Die oftmals als Grund für einen Systemwechsel angeführten Wartezeiten auf einen Arzttermin würden durch eine Bürgerversicherung nur vereinheitlicht. „Dabei finden Patienten nirgends so schnell einen Termin für eine fachärztliche Behandlung wie in Deutschland“, zeigte sich Rinkel überzeugt.
Die von der großen Koalition angestoßenen Terminservicestellen (TSS) hätten – anders als zuvor behauptet – nur überschaubare Probleme bei der Terminfindung offenbart, ergänzte der Dermatologe Salzer. Zu den 165.000 täglich in Baden-Württemberg vergebenen Facharztterminen kämen pro Tag 30 bis 50 Anrufe von Versicherten via TSS, die die Vermittlung eines Arzttermins wünschten – das liege im Promillebereich.
Für den PKV-Verband verwies Florian Reuther auf die ungelösten rechtlichen Probleme einer Bürgerversicherung. Denn auf die Altersrückstellungen, die von den PKV-Unternehmen aufgebaut wurden, dürfe der Gesetzgeber nicht zugreifen.
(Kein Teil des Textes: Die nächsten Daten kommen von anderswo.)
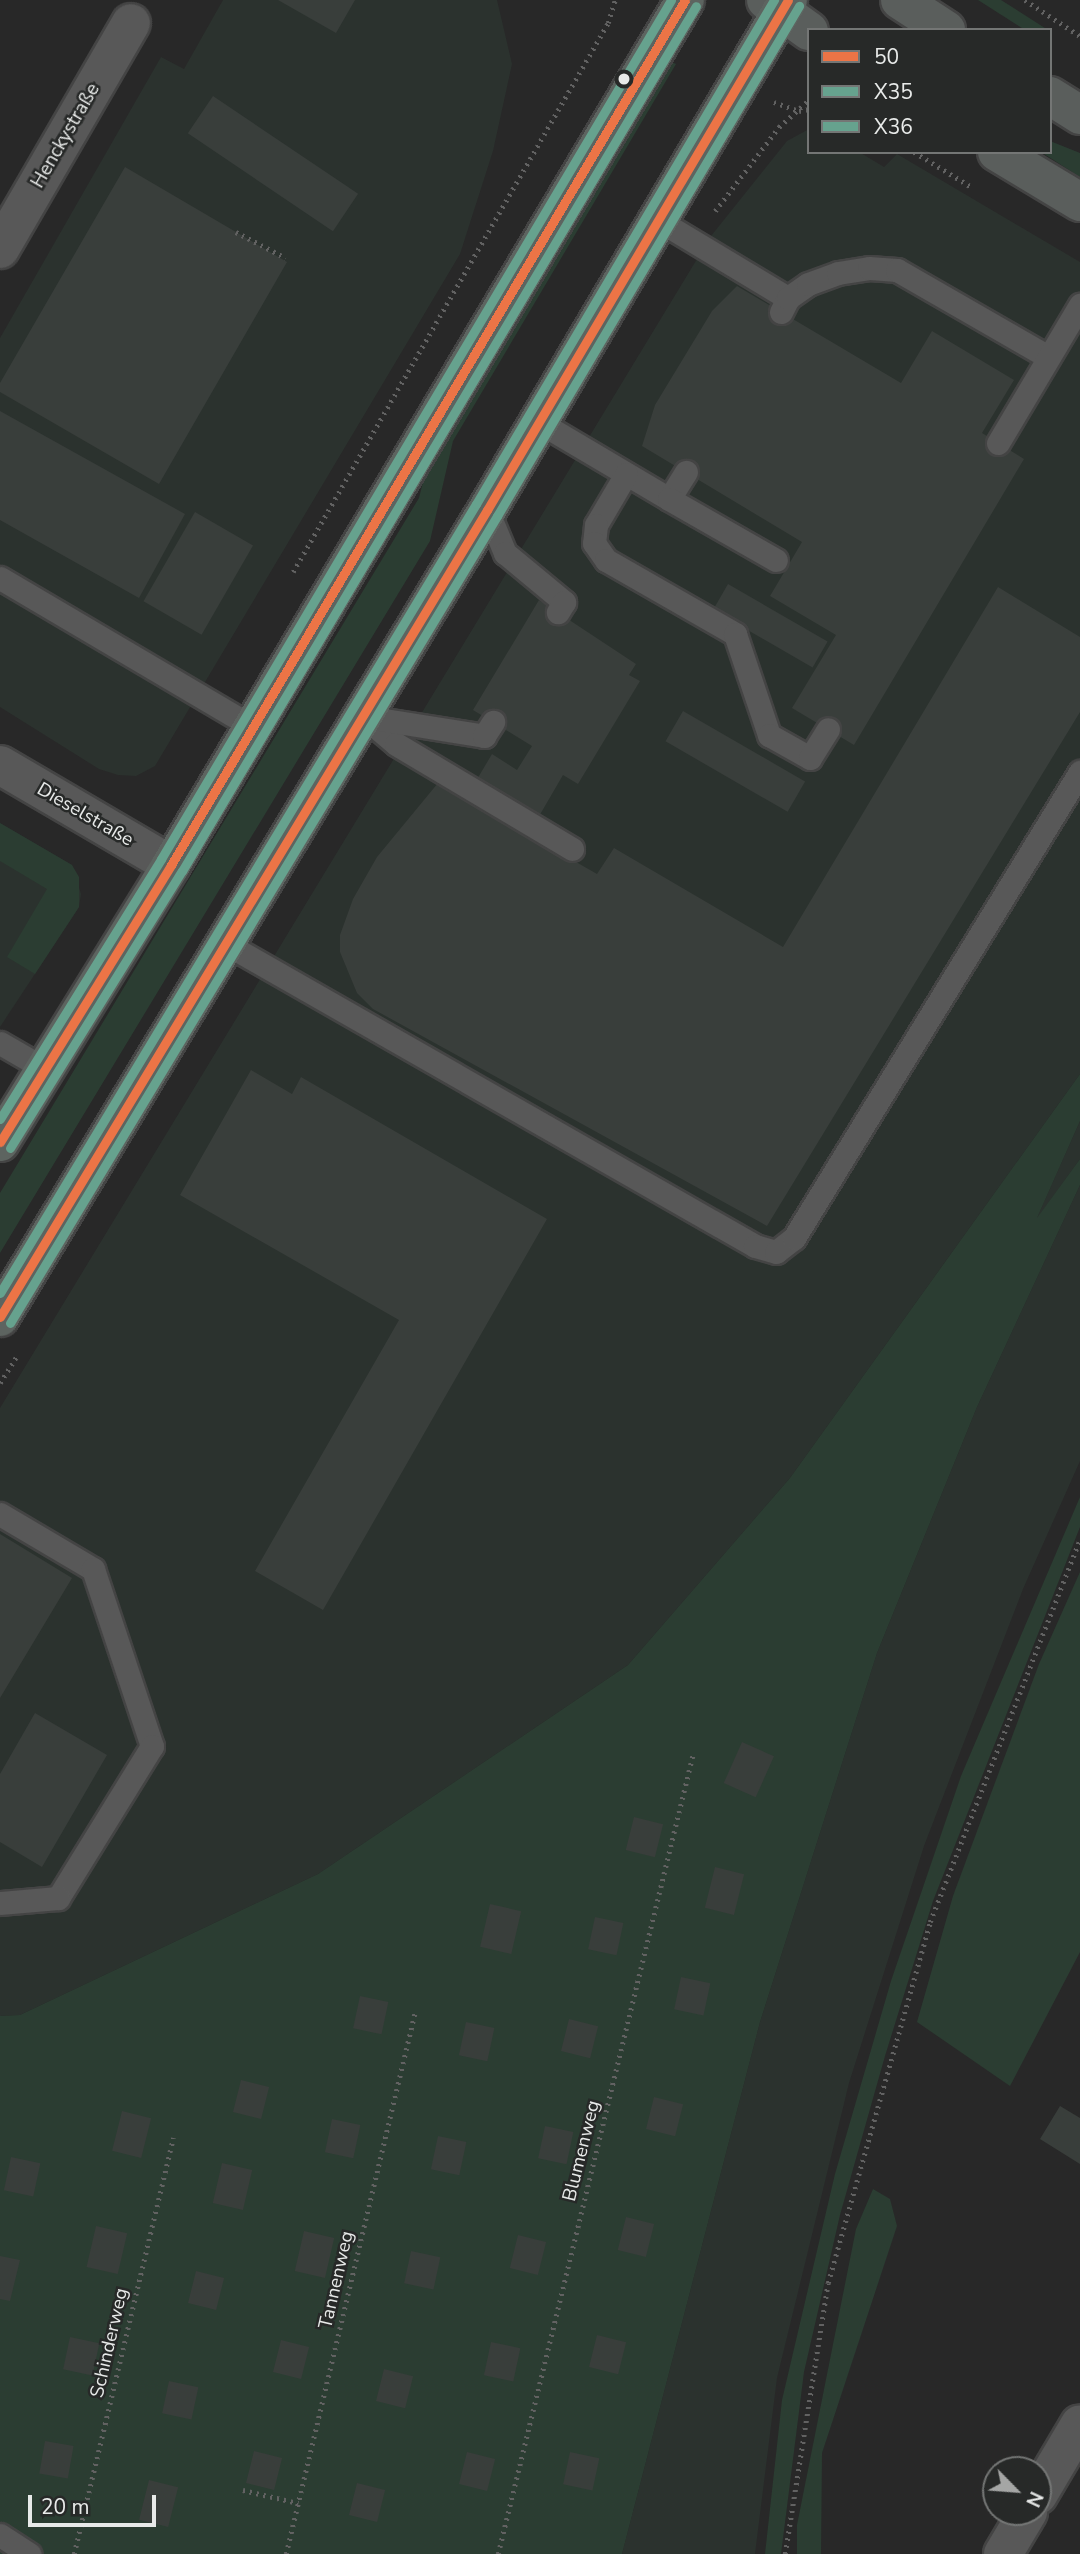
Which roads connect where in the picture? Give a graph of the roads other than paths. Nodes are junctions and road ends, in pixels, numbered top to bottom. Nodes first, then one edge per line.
1 (685, 0) edge
2 (900, 0) edge
3 (786, 10) edge
4 (131, 23) dead end
5 (943, 28) edge
6 (1052, 97) edge
7 (1080, 115) edge
8 (1000, 154) edge
9 (1080, 202) edge
10 (658, 220) junction
11 (0, 249) edge
12 (1080, 304) edge
13 (1048, 357) junction
14 (539, 422) junction
15 (998, 443) dead end
16 (686, 472) dead end
17 (626, 474) junction
18 (669, 499) junction
19 (487, 510) junction
20 (776, 560) dead end
21 (0, 578) edge
22 (558, 612) dead end
23 (363, 716) junction
24 (493, 722) dead end
25 (253, 727) junction
26 (828, 729) dead end
27 (0, 765) edge
28 (1080, 772) edge
29 (572, 849) dead end
30 (171, 864) junction
31 (223, 942) junction
32 (0, 1042) edge
33 (45, 1069) junction
34 (0, 1142) edge
35 (0, 1317) edge
36 (0, 1514) edge
37 (0, 1903) edge
38 (1080, 2424) edge
39 (1052, 2472) edge
40 (1020, 2526) edge
41 (0, 2535) edge
42 (29, 2554) edge
43 (1003, 2554) edge

1 - 25 main road
2 - 5 street
3 - 10 main road
4 - 11 street, Henckystraße
6 - 7 street
8 - 9 street
10 - 13 lane
10 - 14 main road
12 - 13 lane
13 - 15 lane
14 - 17 lane
14 - 19 main road
16 - 18 lane
17 - 18 lane
17 - 26 lane
18 - 20 lane
19 - 22 lane
19 - 23 main road
21 - 25 lane
23 - 24 lane
23 - 29 lane
23 - 31 main road
25 - 30 main road
27 - 30 street, Dieselstraße
28 - 31 lane
30 - 33 main road
31 - 35 main road
32 - 33 lane
33 - 34 main road
36 - 37 lane
38 - 39 street
40 - 43 street
41 - 42 lane

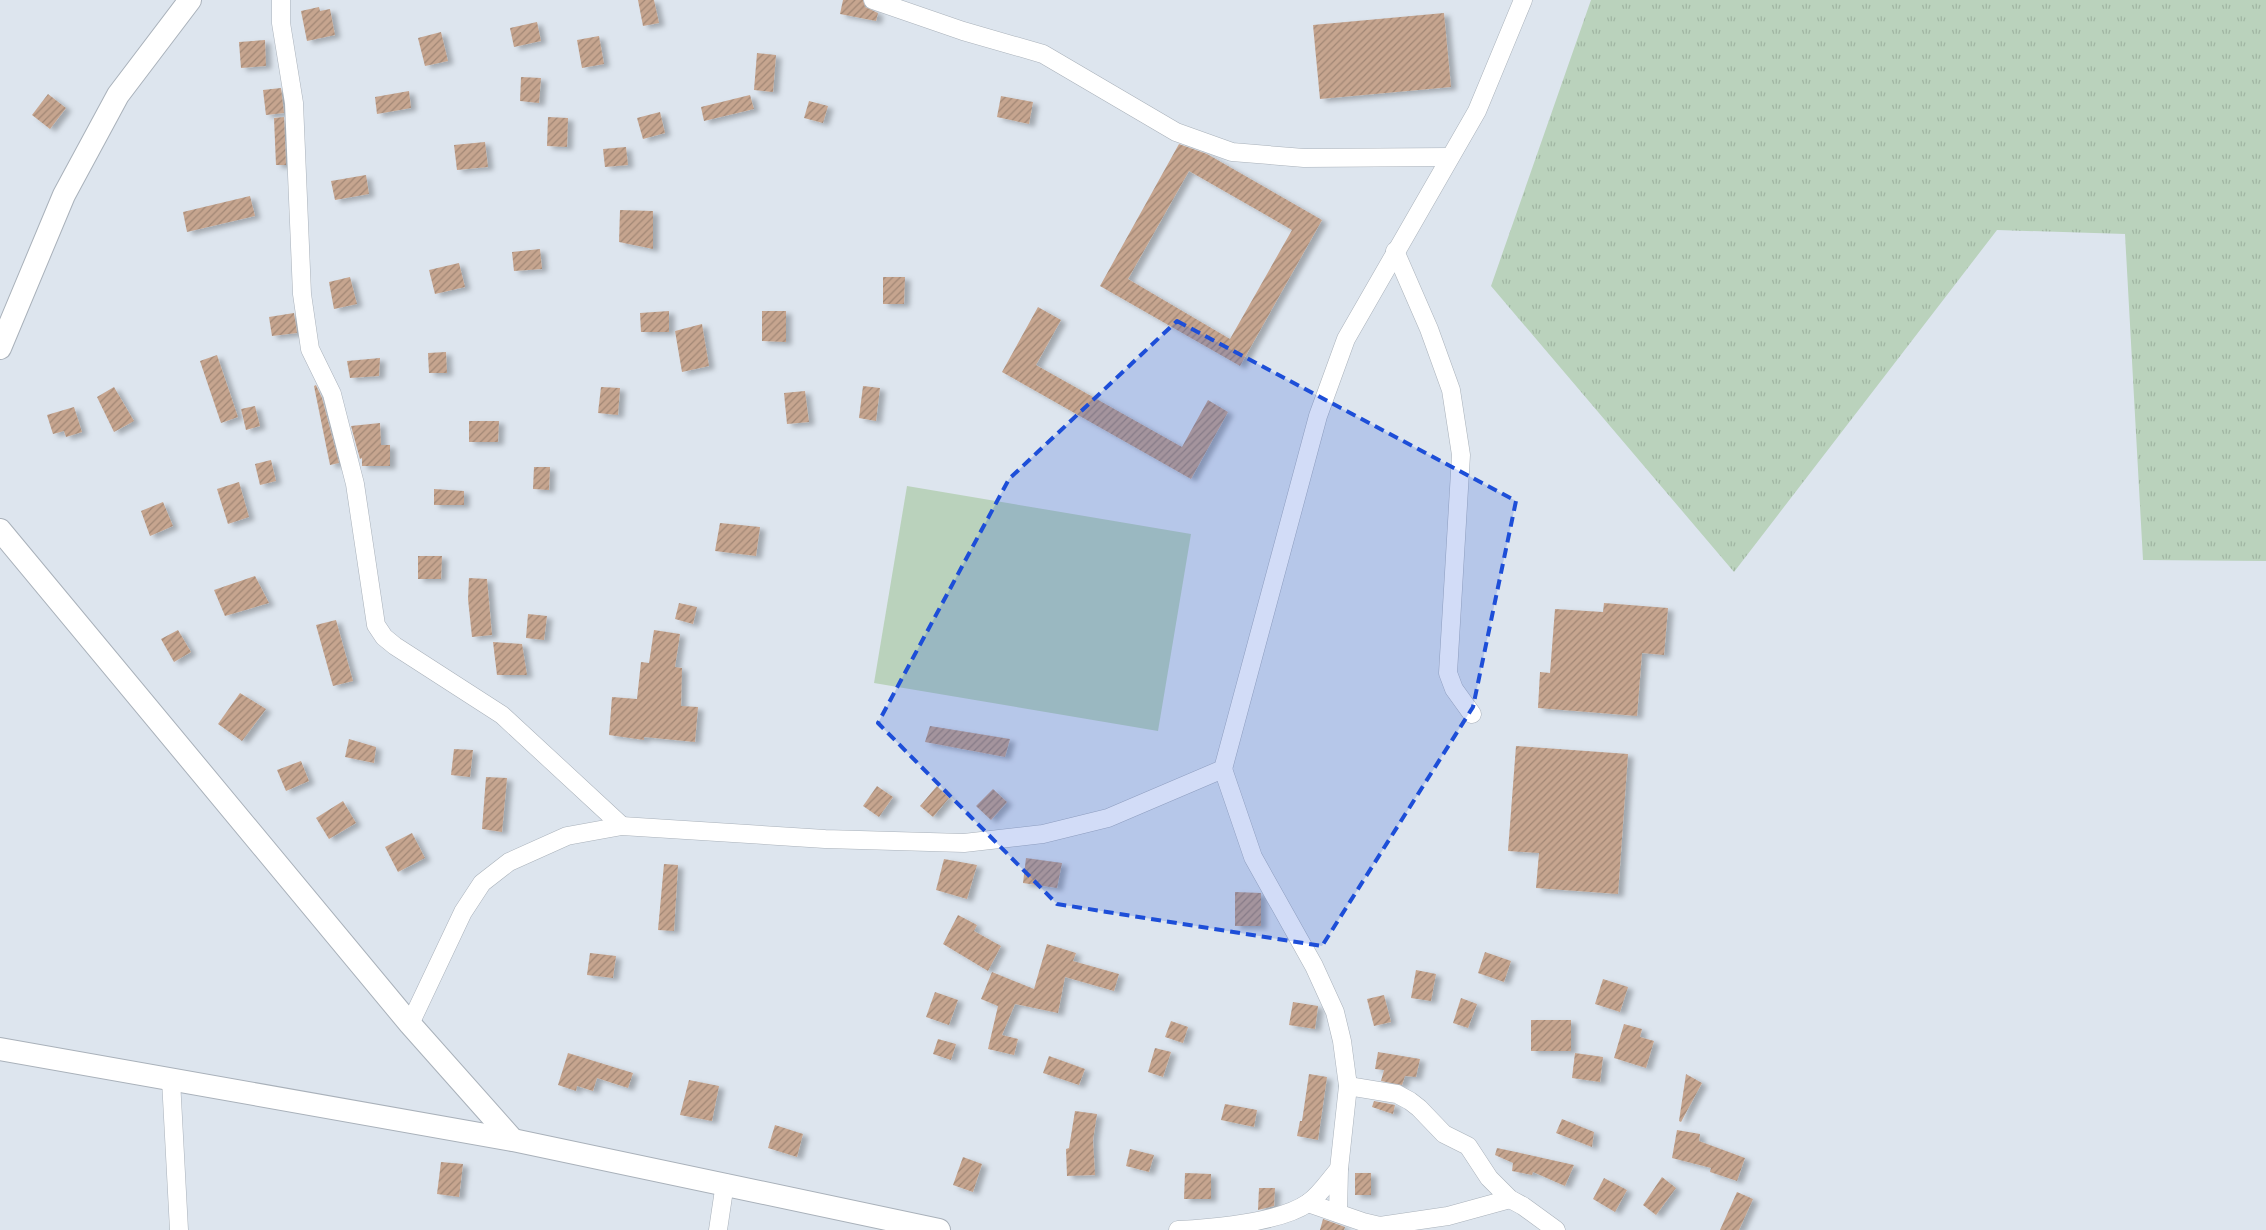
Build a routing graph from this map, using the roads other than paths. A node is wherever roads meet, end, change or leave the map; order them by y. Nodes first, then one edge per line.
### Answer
1 (190, 0) edge
2 (281, 0) edge
3 (873, 0) edge
4 (1523, 0) edge
5 (1450, 157) junction
6 (1395, 252) junction
7 (0, 348) edge
8 (0, 530) edge
9 (1472, 714) dead end
10 (1222, 769) junction
11 (622, 826) junction
12 (410, 1024) junction
13 (0, 1049) edge
14 (170, 1080) junction
15 (1348, 1086) junction
16 (513, 1140) junction
17 (1339, 1169) junction
18 (725, 1184) junction
19 (1510, 1199) junction
20 (1308, 1203) junction
21 (1338, 1212) junction
22 (179, 1230) edge
23 (718, 1230) edge
24 (939, 1230) edge
25 (1178, 1230) edge
26 (1556, 1230) edge

1 - 7 street
2 - 11 street
3 - 5 street
4 - 5 street
5 - 6 street
6 - 9 street
6 - 10 street
8 - 12 street
10 - 11 street
10 - 15 street
11 - 12 street
12 - 16 street
13 - 14 street
14 - 16 street
14 - 22 street
15 - 17 street
15 - 19 street
16 - 18 street
17 - 20 street
17 - 21 street
18 - 23 street
18 - 24 street
19 - 21 street
19 - 26 street
20 - 21 street
20 - 25 street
Unterstützung durch Karlsruhe
Rückenwind für das Kapitaldeckungsverfahren sieht Reuther durch das Klima-Urteil des Bundesverfassungsgerichts. Die Karlsruher Richter hätten betont, dass Politiker durch ihre Entscheidungen Lasten nicht auf künftige Generationen überwälzen dürften. „Aber genau das geschieht durch das Umlagesystem.“
Reuther wies Vorwürfe zurück, die PKV würde sich nicht ausreichend an den Folgekosten der Corona-Pandemie beteiligen. Die Kosten beispielsweise für Hygiene-Zuschläge oder Pflege-Rettungsschirme addierten sich für die PKV bisher auf etwa 1,7 Milliarden Euro. Und diese würden allein von den PKV-Versicherten getragen: „Ohne einen Cent Steuermittel“, so Reuther in Anspielung auf die zusätzlichen Bundesmittel für die GKV.